You are viewing a plain text version of this content. The canonical link for it is here.
Posted to issues@spark.apache.org by "Stefan Fehrenbach (JIRA)" <ji...@apache.org> on 2016/07/22 13:49:20 UTC
[jira] [Created] (SPARK-16681) Optimizer changes order of filter predicates involving UDFs, which changes semantics

Stefan Fehrenbach created SPARK-16681:
-----------------------------------------

             Summary: Optimizer changes order of filter predicates involving UDFs, which changes semantics
                 Key: SPARK-16681
                 URL: https://issues.apache.org/jira/browse/SPARK-16681
             Project: Spark
          Issue Type: Bug
    Affects Versions: 2.0.0
            Reporter: Stefan Fehrenbach


For some queries, the optimizer changes the order in which filter predicates are executed.

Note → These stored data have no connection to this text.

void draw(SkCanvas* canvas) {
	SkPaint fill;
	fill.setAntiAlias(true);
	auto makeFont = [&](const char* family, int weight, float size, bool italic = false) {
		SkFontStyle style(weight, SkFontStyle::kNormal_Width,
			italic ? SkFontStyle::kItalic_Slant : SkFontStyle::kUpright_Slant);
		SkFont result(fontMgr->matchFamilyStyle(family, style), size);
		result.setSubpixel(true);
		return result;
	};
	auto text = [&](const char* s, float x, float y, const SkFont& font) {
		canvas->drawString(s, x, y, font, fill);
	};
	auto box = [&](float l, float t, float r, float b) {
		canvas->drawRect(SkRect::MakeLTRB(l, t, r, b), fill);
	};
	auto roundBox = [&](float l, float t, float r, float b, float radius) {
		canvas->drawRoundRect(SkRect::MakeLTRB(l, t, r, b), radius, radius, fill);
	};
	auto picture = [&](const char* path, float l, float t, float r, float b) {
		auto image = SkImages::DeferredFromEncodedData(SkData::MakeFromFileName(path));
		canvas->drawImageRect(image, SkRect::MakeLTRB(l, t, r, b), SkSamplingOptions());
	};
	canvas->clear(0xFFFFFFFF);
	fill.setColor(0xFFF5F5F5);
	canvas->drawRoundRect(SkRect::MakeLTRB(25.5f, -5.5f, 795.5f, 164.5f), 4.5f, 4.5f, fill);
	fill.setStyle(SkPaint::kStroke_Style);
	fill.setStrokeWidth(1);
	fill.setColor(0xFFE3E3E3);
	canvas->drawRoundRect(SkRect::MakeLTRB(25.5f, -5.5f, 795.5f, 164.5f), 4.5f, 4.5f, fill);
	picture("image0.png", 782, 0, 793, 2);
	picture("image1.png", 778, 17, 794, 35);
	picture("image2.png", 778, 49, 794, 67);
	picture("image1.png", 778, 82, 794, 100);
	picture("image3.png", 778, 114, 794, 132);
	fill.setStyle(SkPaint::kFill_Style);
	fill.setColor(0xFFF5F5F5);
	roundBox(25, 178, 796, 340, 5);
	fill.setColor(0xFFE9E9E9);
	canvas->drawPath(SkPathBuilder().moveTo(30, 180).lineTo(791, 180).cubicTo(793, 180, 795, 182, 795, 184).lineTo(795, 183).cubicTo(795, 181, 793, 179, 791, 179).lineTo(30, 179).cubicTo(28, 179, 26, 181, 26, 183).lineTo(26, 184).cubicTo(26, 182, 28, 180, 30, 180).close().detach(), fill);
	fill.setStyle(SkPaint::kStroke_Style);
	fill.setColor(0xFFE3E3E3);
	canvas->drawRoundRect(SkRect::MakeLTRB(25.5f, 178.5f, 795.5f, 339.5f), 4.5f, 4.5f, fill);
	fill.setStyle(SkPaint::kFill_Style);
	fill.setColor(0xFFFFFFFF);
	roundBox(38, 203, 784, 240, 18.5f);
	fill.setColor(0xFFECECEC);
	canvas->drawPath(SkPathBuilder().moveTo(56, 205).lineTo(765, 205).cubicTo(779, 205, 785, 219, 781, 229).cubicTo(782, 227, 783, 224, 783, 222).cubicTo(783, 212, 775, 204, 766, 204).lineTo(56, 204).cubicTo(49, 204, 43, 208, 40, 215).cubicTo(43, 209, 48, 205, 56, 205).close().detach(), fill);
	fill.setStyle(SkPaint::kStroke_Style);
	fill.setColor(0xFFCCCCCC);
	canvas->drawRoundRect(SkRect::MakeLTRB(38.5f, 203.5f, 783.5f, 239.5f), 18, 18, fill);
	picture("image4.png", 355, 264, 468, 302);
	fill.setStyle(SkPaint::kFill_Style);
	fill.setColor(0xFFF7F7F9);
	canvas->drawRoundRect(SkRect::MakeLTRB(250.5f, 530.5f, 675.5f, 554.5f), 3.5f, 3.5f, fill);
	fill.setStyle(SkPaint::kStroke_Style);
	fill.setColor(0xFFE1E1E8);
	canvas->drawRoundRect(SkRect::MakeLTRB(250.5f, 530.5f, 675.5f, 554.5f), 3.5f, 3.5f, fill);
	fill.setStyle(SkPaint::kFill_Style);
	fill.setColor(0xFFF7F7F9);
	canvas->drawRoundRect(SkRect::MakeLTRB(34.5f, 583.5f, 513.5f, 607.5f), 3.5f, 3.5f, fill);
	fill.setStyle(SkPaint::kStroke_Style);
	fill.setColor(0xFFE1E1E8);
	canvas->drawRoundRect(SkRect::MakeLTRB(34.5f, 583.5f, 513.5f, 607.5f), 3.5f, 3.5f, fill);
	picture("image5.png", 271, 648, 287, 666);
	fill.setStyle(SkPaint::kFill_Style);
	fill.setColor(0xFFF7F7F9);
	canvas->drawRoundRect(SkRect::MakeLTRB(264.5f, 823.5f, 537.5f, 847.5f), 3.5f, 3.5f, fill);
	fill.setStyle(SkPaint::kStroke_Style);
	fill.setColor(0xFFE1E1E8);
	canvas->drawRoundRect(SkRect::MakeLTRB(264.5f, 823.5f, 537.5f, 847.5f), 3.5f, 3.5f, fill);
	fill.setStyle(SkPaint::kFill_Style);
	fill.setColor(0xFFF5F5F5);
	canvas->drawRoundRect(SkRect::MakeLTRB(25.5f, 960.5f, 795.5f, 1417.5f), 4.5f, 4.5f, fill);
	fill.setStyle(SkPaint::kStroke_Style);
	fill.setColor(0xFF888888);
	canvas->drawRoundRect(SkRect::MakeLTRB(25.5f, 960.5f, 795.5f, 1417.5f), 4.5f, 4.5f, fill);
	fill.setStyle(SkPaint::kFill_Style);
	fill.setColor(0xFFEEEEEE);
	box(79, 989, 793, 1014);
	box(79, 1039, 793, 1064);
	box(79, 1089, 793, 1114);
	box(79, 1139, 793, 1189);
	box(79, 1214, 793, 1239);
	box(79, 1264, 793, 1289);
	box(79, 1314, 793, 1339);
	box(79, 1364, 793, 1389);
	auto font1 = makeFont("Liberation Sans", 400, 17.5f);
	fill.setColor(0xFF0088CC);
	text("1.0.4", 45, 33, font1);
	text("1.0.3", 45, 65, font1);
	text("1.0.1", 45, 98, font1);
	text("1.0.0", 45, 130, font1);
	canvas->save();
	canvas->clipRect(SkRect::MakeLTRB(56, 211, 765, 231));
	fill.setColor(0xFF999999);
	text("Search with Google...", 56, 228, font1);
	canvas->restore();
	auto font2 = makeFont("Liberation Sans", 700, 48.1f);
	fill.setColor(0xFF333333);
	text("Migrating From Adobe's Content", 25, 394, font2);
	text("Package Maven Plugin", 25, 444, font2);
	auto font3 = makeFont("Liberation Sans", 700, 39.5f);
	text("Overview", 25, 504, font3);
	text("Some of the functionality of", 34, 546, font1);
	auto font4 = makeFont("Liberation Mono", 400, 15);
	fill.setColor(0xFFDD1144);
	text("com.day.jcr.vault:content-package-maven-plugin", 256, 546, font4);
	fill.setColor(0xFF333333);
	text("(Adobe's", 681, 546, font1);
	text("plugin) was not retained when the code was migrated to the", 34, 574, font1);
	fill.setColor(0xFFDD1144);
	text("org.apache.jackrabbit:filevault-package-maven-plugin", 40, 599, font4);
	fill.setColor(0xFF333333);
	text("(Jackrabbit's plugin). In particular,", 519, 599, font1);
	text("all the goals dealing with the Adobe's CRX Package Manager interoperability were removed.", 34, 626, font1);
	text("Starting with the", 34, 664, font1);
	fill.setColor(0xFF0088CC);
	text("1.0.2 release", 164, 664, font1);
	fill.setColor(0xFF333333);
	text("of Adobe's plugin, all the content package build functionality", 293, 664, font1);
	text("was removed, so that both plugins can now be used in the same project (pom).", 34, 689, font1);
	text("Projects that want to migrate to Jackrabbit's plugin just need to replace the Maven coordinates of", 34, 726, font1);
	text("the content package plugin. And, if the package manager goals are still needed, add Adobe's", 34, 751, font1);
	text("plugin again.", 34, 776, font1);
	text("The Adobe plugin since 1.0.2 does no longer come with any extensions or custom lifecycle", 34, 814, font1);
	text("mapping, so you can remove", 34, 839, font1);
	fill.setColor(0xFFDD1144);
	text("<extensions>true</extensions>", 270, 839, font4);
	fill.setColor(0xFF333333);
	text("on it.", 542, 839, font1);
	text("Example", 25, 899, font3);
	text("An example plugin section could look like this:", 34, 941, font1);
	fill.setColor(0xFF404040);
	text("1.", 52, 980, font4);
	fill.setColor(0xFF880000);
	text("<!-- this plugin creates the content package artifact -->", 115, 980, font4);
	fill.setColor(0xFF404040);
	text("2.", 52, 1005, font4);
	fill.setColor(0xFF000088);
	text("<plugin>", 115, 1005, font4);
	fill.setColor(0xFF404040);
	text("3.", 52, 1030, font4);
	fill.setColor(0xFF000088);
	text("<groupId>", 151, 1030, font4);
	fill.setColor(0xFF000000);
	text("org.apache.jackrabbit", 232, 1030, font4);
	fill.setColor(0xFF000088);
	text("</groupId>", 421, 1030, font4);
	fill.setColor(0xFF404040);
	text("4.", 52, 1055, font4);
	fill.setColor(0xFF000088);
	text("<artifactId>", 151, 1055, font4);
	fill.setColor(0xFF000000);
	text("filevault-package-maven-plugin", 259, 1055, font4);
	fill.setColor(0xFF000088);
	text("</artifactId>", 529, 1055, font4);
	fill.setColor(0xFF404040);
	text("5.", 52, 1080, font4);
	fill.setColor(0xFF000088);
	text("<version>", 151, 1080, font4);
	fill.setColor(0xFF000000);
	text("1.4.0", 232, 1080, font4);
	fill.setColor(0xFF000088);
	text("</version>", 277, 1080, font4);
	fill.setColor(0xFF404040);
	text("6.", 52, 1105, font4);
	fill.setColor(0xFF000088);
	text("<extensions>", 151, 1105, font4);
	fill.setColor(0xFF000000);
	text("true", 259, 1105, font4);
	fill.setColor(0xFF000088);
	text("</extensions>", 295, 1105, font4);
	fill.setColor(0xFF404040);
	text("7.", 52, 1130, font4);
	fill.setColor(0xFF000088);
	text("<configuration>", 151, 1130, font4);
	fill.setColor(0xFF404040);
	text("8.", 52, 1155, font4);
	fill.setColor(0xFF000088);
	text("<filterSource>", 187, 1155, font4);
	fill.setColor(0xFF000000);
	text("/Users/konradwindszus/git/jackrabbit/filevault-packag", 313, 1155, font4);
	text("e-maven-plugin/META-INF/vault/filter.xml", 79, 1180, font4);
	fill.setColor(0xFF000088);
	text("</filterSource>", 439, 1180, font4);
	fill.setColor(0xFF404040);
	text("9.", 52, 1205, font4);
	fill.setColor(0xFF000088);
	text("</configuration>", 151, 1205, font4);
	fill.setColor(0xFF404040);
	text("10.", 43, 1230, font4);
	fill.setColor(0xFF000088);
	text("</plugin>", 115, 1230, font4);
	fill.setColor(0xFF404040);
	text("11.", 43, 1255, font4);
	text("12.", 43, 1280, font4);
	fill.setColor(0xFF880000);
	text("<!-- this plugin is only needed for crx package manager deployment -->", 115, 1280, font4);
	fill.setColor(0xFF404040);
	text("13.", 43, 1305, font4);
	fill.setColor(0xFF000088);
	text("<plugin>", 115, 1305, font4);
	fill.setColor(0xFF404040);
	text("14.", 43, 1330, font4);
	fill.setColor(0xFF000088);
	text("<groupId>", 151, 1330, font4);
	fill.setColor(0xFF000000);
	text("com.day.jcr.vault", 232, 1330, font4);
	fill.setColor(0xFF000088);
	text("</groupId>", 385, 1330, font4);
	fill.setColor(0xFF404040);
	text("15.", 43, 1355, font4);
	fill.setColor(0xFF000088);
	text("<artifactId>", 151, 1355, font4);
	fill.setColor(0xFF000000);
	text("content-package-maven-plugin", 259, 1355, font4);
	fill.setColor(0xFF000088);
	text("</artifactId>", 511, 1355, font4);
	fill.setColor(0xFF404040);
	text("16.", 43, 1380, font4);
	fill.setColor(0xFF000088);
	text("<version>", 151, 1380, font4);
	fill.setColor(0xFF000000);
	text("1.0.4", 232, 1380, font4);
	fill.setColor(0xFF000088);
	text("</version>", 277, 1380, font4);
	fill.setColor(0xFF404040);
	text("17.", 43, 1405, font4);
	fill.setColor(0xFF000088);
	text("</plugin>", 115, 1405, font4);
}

For UDFs that are not total, this changes the semantics.

A simple example:

Create an input dataset of one record, with one field "a" with value 2:
{code:scala}
val ds = sparkSession.createDataFrame(Seq(Row(1)).toList.asJava, StructType(Seq(StructField("a", IntegerType))))
{code}

Write a query like this:
{code:scala}
val e = ds.filter(column("a").equalTo(2))
      .select(udf(throws, IntegerType)(column("a")).as("foo"))
      .filter(column("foo").leq(2))
{code}

Where {{throws}} is a function which throws for any argument that is not 2, like this one:
{code:scala}
    val throws = (x: Integer) =>
      if (x == 2) 2
      else throw new Exception
{code}

The first filter in the query filters out any values that are not 2.
Thus, when we execute the UDF in the select, we expect it to only be run on values that are 2.
This is not the case, the execution throws:
{noformat}
16/07/22 09:22:15 ERROR Executor: Exception in task 0.0 in stage 0.0 (TID 0)
java.lang.Exception
	at SparkBug$$anonfun$1.apply(SparkBug.scala:18)
	at SparkBug$$anonfun$1.apply(SparkBug.scala:16)
	at org.apache.spark.sql.catalyst.expressions.GeneratedClass$GeneratedIterator.processNext(Unknown Source)
	at org.apache.spark.sql.execution.BufferedRowIterator.hasNext(BufferedRowIterator.java:43)
	at org.apache.spark.sql.execution.WholeStageCodegenExec$$anonfun$7$$anon$1.hasNext(WholeStageCodegenExec.scala:357)
	at org.apache.spark.sql.execution.SparkPlan$$anonfun$3.apply(SparkPlan.scala:246)
	at org.apache.spark.sql.execution.SparkPlan$$anonfun$3.apply(SparkPlan.scala:240)
	at org.apache.spark.rdd.RDD$$anonfun$mapPartitionsInternal$1$$anonfun$apply$23.apply(RDD.scala:774)
	at org.apache.spark.rdd.RDD$$anonfun$mapPartitionsInternal$1$$anonfun$apply$23.apply(RDD.scala:774)
	at org.apache.spark.rdd.MapPartitionsRDD.compute(MapPartitionsRDD.scala:38)
	at org.apache.spark.rdd.RDD.computeOrReadCheckpoint(RDD.scala:318)
	at org.apache.spark.rdd.RDD.iterator(RDD.scala:282)
	at org.apache.spark.scheduler.ResultTask.runTask(ResultTask.scala:70)
	at org.apache.spark.scheduler.Task.run(Task.scala:85)
...
{noformat}

That's what the logical query plan says:
{noformat}
== Analyzed Logical Plan ==
foo: int
Filter (foo#3 <= 2)
+- Project [UDF(a#0) AS foo#3]
   +- Filter (a#0 = 2)
      +- LocalRelation [a#0], [[1]]
{noformat}

Unfortunately, the optimized logical plan and finally the physical plan disagree:
{noformat}
== Optimized Logical Plan ==
Project [UDF(a#0) AS foo#3]
+- Filter (((UDF(a#0) <= 2) && isnotnull(a#0)) && (a#0 = 2))
   +- LocalRelation [a#0], [[1]]

== Physical Plan ==
WholeStageCodegen
:  +- Project [UDF(a#0) AS foo#3]
:     +- Filter (((UDF(a#0) <= 2) && isnotnull(a#0)) && (a#0 = 2))
:        +- INPUT
+- LocalTableScan [a#0], [[1]]
{noformat}

There is a seemingly related bug: https://issues.apache.org/jira/browse/SPARK-13773
That bug mentions a PR which adds documentation to UDFs saying that they need to be deterministic.
This is not enough! The UDF in the code above is perfectly deterministic. It throws every time it's called with illegal input.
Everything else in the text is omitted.